Using $u\cdot v$ to denote the dot-product, your function looks now as follows:
$$f(v) = \frac{u\cdot v + d}{1+||v||^2}$$
Applying Cauchy-Schwarz inequality to the dot product gives
$$\frac{- ||u|| ||v|| +d}{1+||v||^2} \leq f(v) \leq \frac{||u|| ||v|| + d}{1+||v||^2}$$
Here, equality is only reached for $t \neq 0$ and $v = tu$. So,
$$\frac{d- |t|||u||^2 }{1+t^2||u||^2} \leq f(v) \leq \frac{d +|t|||u||^2}{1+t^2||u||^2}$$
Now, just study the function $g(t) =\frac{d +t||u||^2}{1+t^2||u||^2}$ wrt. to global maxima and minima. (I leave this part up to you.)
You will find that $g$ has a global maximum $\boxed{\frac{1}{2}\left(d+ \sqrt{d^2+||u||^2}\right)}$ at $t_{max} = \frac{1}{||u||^2}\left(-d+ \sqrt{d^2+||u||^2}\right)$ and a global minimum $\boxed{\frac{1}{2}\left(d- \sqrt{d^2+||u||^2}\right)}$ at $t_{min} = \frac{1}{||u||^2}\left(-d- \sqrt{d^2+||u||^2}\right)$.
Yes, the minimum of $1+x^2+y^2+z^2$ is $1$ and it is attained at $(0,0,0)$, but why should the numerator have a maximum at that point?
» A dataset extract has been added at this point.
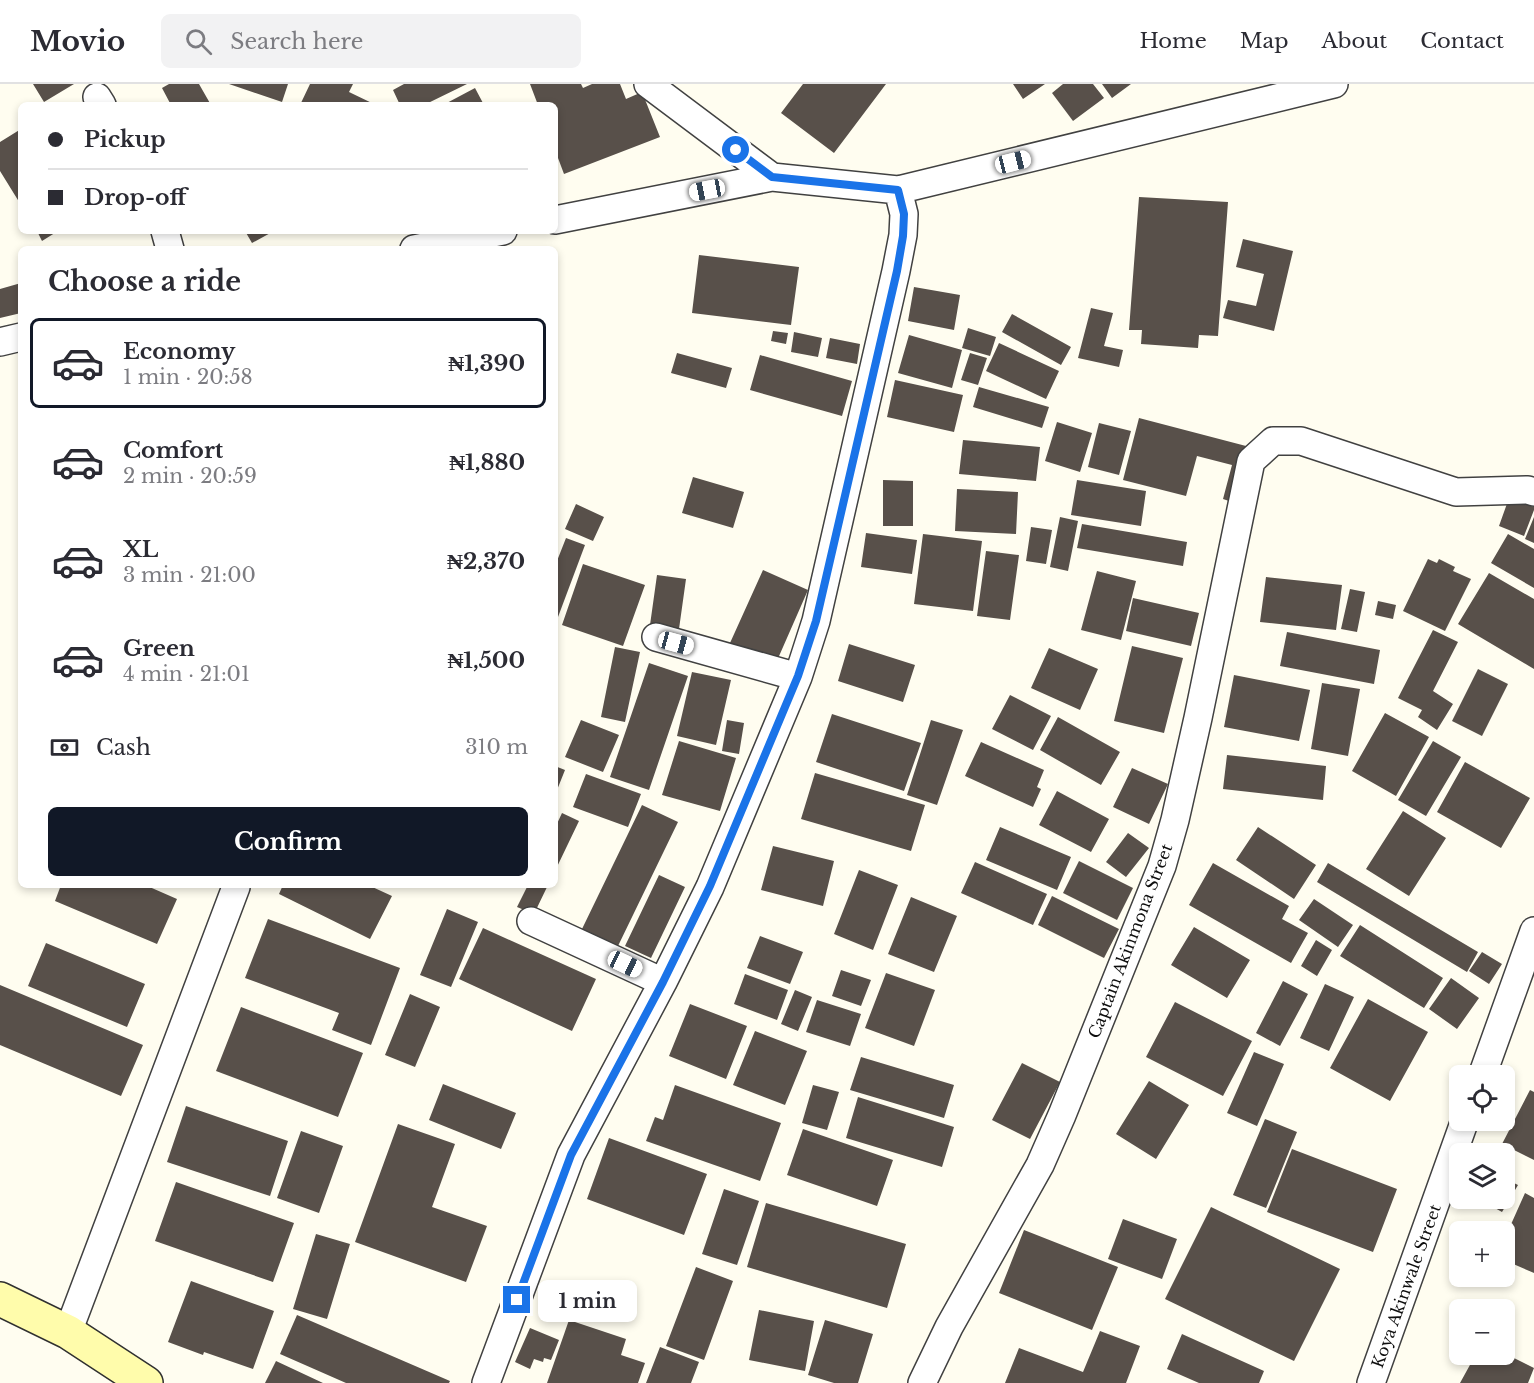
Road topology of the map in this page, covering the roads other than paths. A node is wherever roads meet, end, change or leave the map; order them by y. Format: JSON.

It hasn't.
Usng the fact that$$\lim_{\lVert(x,y,z)\rVert\to\infty}f(x,y,z)=0,$$you can solve the problem by determining the points at which $\nabla f(x,y,z)=(0,0,0)$. By doing this, you can prove that the maximum and the minimum of $f$ are $\frac12\left(d\pm\sqrt{a^2+b^2+c^2+d^2}\right)$.